Les élèves sont "très méticuleux" et se démarquent sur la présentation des plats grâce à leur culture japonaise, note le directeur de l'école Pierre Béal.
"Ils ont l'esprit des samouraïs, l'envie d'apprendre en suivant la voie du maître", souligne Patrick Henriroux, chef de La Pyramide à Vienne (Isère), établissement deux étoiles au Michelin.
"A l'école Ferrandi, ils ont plusieurs formations en cuisine mais beaucoup de théorie aussi. Chez Bocuse, ils forment plus des manageurs.

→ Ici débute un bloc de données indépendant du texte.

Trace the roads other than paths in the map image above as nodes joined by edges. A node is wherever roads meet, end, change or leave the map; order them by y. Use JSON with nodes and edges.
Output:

Ici, c'est que de la pratique; ils sont constamment en cuisine", embraye leur professeur Aimé Nallet.
Résultat: nombreux connaissent des carrières flamboyantes, même en France où la cuisine française revisitée par des Japonais est de plus en plus prisée.

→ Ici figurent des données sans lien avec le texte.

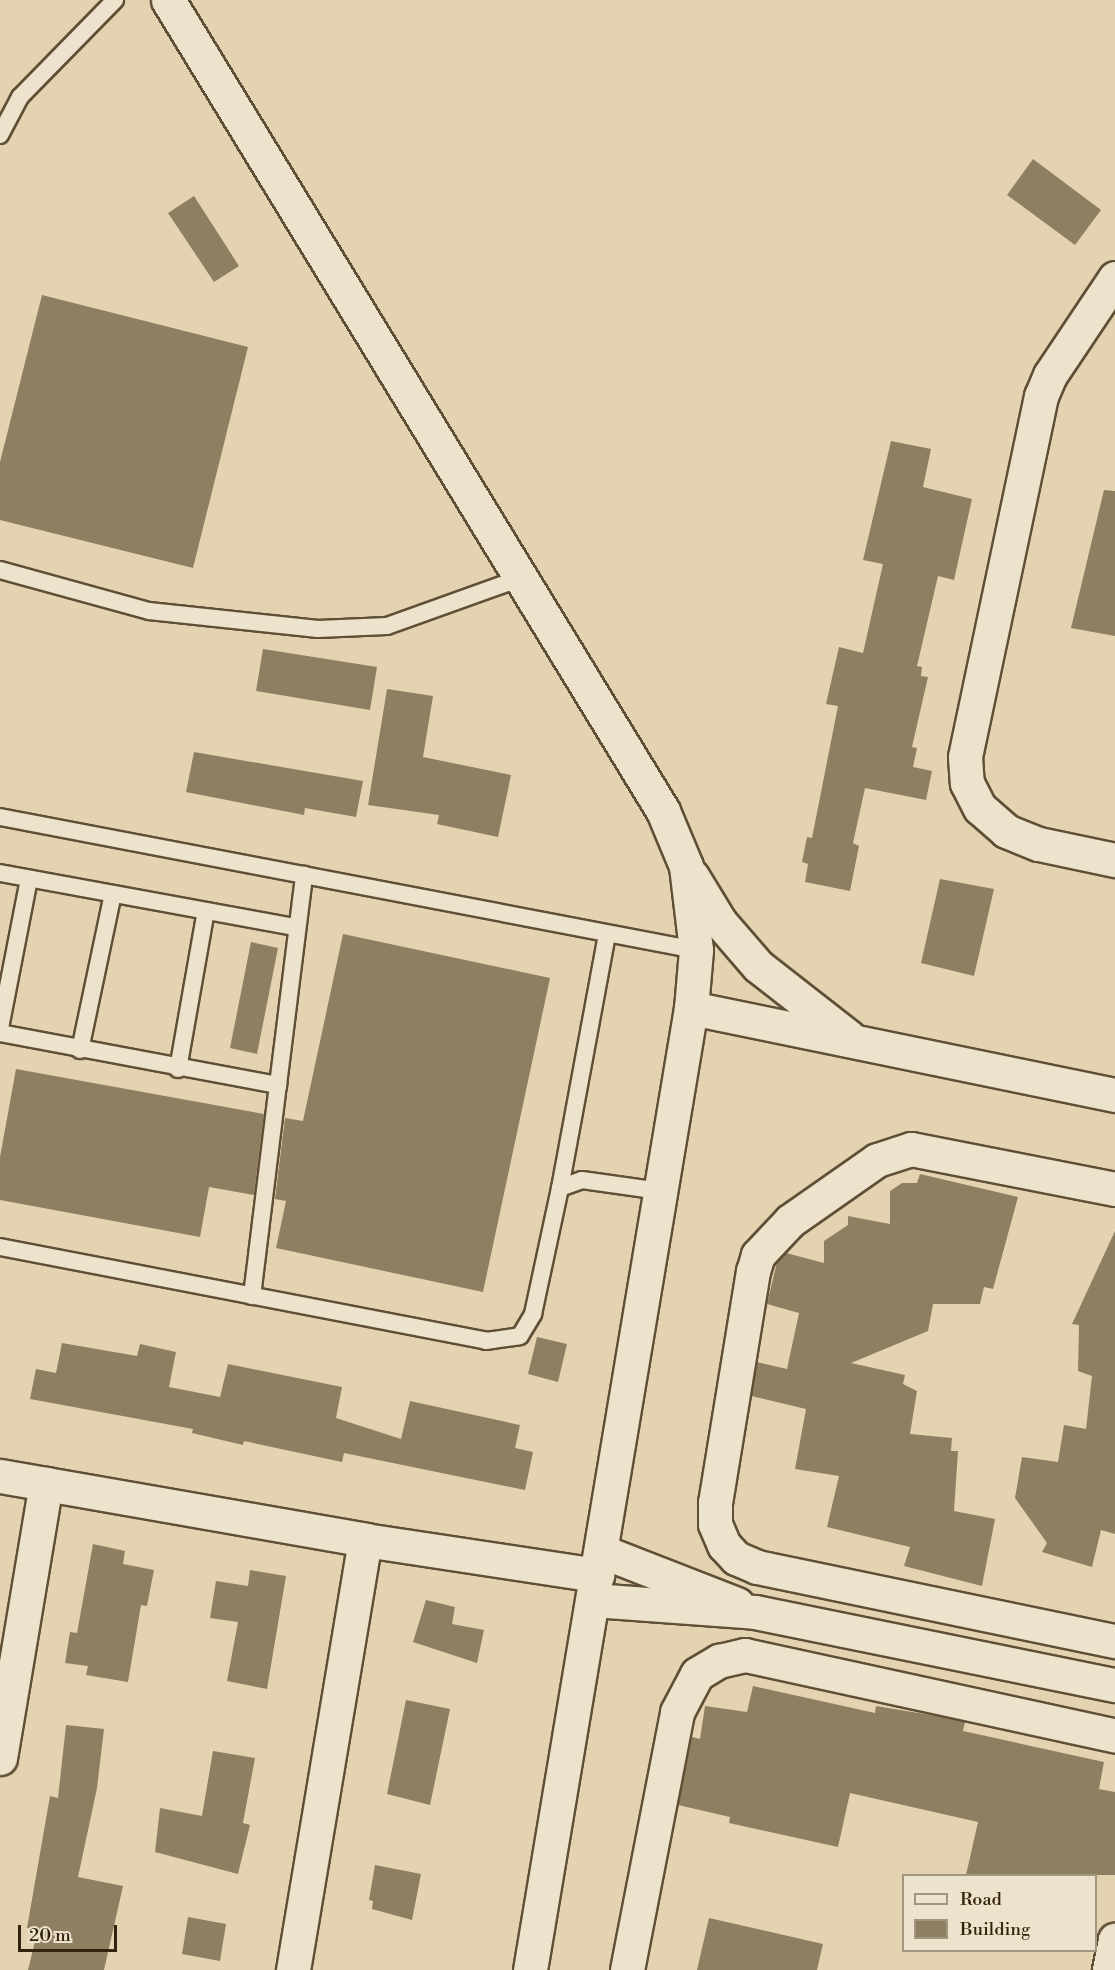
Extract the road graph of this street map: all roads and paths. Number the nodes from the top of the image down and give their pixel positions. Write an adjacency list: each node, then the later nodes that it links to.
1 (114, 0): 3 (lane)
2 (168, 0): 6 (street)
3 (0, 135)
4 (1115, 278): 8 (street)
5 (0, 570): 6 (lane)
6 (521, 578): 9 (street)
7 (0, 817): 11 (lane)
8 (1115, 860)
9 (686, 866): 17 (street); 20 (street)
10 (0, 873): 12 (lane)
11 (304, 874): 15 (lane); 16 (lane)
12 (29, 879): 13 (lane); 19 (lane)
13 (113, 894): 14 (lane); 21 (lane)
14 (206, 911): 15 (lane); 22 (lane)
15 (295, 927): 23 (lane)
16 (607, 934): 17 (lane); 25 (lane)
17 (696, 950): 18 (street)
18 (692, 1008): 20 (street); 27 (street)
19 (0, 1030): 21 (lane)
20 (854, 1041): 24 (street)
21 (80, 1050): 22 (lane)
22 (178, 1069): 23 (lane)
23 (278, 1085): 29 (lane)
24 (1115, 1095)
25 (560, 1188): 27 (lane); 29 (lane)
26 (1115, 1189): 34 (street)
27 (660, 1191): 33 (street)
28 (0, 1247): 29 (lane)
29 (252, 1296)
30 (0, 1476): 31 (street)
31 (46, 1484): 32 (street); 41 (street)
32 (365, 1540): 33 (street); 43 (street)
33 (597, 1575): 35 (street); 35 (street); 44 (street)
34 (940, 1606): 36 (street); 37 (street)
35 (755, 1612): 37 (street)
36 (1115, 1641)
37 (932, 1648): 38 (street); 39 (street)
38 (1115, 1685)
39 (924, 1694): 40 (street); 45 (street)
40 (1115, 1736)
41 (0, 1758)
42 (1115, 1940): 46 (street)
43 (292, 1970)
44 (530, 1970)
45 (627, 1970)
46 (1109, 1970)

Ainsi on ne compte plus les anciens de Tsuji qui ont décroché leur (ou leurs) étoile au Michelin au Japon ou en France: Yusuke Takada ou Hajime Yoneda à Osaka, Takeo Yamazaki au restaurant Robuchon Yoshi de l'hôtel Métropole de Monaco ou Raphaël-Fumio Kudaka, à La Table Breizh Café de Cancale.
Certains intègrent les brigades les plus renommées: la seconde de Thierry Marx (au Sur Mesure) est un pur produit Tsuji. D'autres s'aventurent à ouvrir leurs propres établissements en France comme le So à Dijon ou L'Ourson qui boit à Lyon.
Être en France c'est l'assurance de pouvoir travailler les meilleurs produits du terroir français à prix raisonnables (quand au Japon ils frôlent des sommets) avec comme petit défi de concurrencer les papes de la cuisine française sur leurs propres terres.
Avec sa tarte aux haricots rouges, crème amande au sésame noir et crumble à la poudre de soja ou son cake vanille-Miso, Kyoko Fujiyama, chef pâtissière de L'Ourson qui boit, émoustille les papilles des Lyonnais les plus exigeants. Et ça marche tellement bien que le restaurant vient d'ouvrir une petite pâtisserie attenante.
Un succès qui a peut-être donné des idées au chef le plus étoilé au monde, Joël Robuchon, qui va bientôt ouvrir dans la Vienne une école internationale de cuisine financée par des capitaux chinois.